EXERCISE INSTRUCTIONS -
A faithful transcript of all the lines below, with no pictures, is the goal here.
----
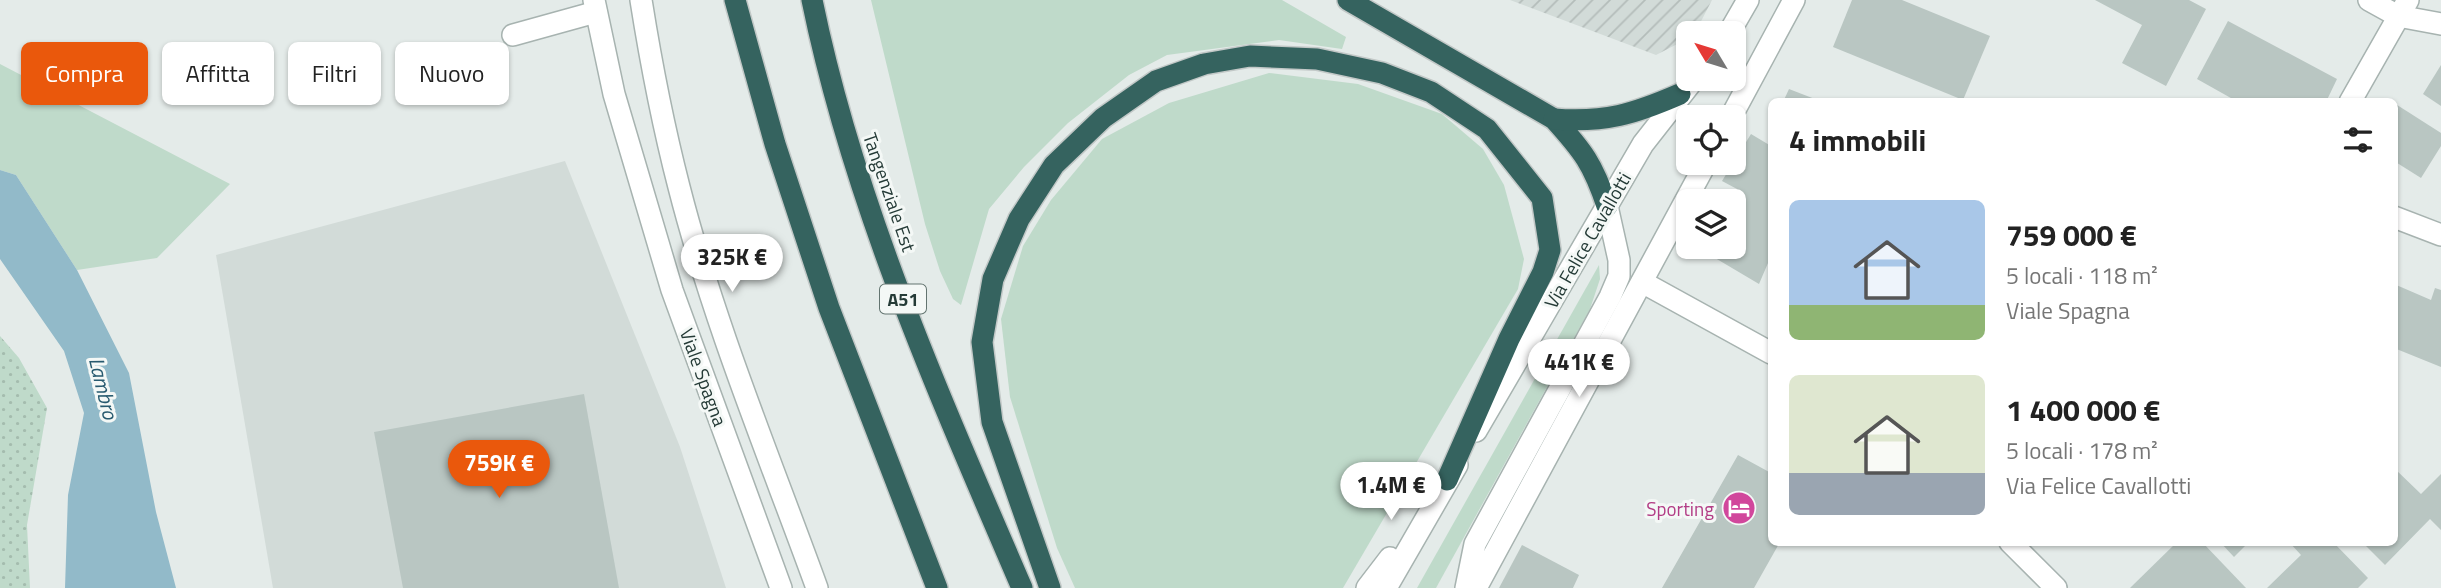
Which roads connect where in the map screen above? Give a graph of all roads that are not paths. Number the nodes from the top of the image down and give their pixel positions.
1 (641, 0) edge
2 (735, 0) edge
3 (813, 0) edge
4 (1348, 0) edge
5 (1748, 0) edge
6 (1794, 0) edge
7 (2370, 0) edge
8 (595, 6) edge
9 (2403, 8) edge
10 (1736, 21) edge
11 (2441, 24) edge
12 (513, 35) dead end
13 (1678, 91) edge
14 (1683, 91) edge
15 (2352, 98) edge
16 (1737, 105) edge
17 (1554, 119) junction
18 (1700, 175) edge
19 (1607, 205) junction
20 (2398, 219) edge
21 (2441, 235) edge
22 (1642, 282) junction
23 (1768, 352) edge
24 (1447, 480) junction
25 (2014, 546) edge
26 (781, 588) edge
27 (817, 588) edge
28 (937, 588) edge
29 (1022, 588) edge
30 (1050, 588) edge
31 (1367, 588) edge
32 (1386, 588) edge
33 (1466, 588) edge
34 (1476, 588) edge
35 (2056, 588) edge

1 - 27 street, Viale Spagna
2 - 28 highway
3 - 29 highway, Tangenziale Est / A51
4 - 17 highway
5 - 10 street
6 - 16 street
7 - 9 street
8 - 12 street
8 - 26 street, Viale Spagna
9 - 11 street
9 - 15 street
13 - 17 highway
14 - 19 street, Via Felice Cavallotti
17 - 19 highway
18 - 22 street
19 - 24 street, Via Felice Cavallotti
19 - 33 street
20 - 21 street
22 - 23 street
22 - 34 street
24 - 30 highway
24 - 31 street, Via Felice Cavallotti
24 - 32 street, Via Felice Cavallotti
25 - 35 street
----
EXERCISE RESPONSE -
Which roads connect where in the map screen above? Give a graph of all roads that are not paths. Number the nodes from the top of the image down and give their pixel positions.
1 (641, 0) edge
2 (735, 0) edge
3 (813, 0) edge
4 (1348, 0) edge
5 (1748, 0) edge
6 (1794, 0) edge
7 (2370, 0) edge
8 (595, 6) edge
9 (2403, 8) edge
10 (1736, 21) edge
11 (2441, 24) edge
12 (513, 35) dead end
13 (1678, 91) edge
14 (1683, 91) edge
15 (2352, 98) edge
16 (1737, 105) edge
17 (1554, 119) junction
18 (1700, 175) edge
19 (1607, 205) junction
20 (2398, 219) edge
21 (2441, 235) edge
22 (1642, 282) junction
23 (1768, 352) edge
24 (1447, 480) junction
25 (2014, 546) edge
26 (781, 588) edge
27 (817, 588) edge
28 (937, 588) edge
29 (1022, 588) edge
30 (1050, 588) edge
31 (1367, 588) edge
32 (1386, 588) edge
33 (1466, 588) edge
34 (1476, 588) edge
35 (2056, 588) edge

1 - 27 street, Viale Spagna
2 - 28 highway
3 - 29 highway, Tangenziale Est / A51
4 - 17 highway
5 - 10 street
6 - 16 street
7 - 9 street
8 - 12 street
8 - 26 street, Viale Spagna
9 - 11 street
9 - 15 street
13 - 17 highway
14 - 19 street, Via Felice Cavallotti
17 - 19 highway
18 - 22 street
19 - 24 street, Via Felice Cavallotti
19 - 33 street
20 - 21 street
22 - 23 street
22 - 34 street
24 - 30 highway
24 - 31 street, Via Felice Cavallotti
24 - 32 street, Via Felice Cavallotti
25 - 35 street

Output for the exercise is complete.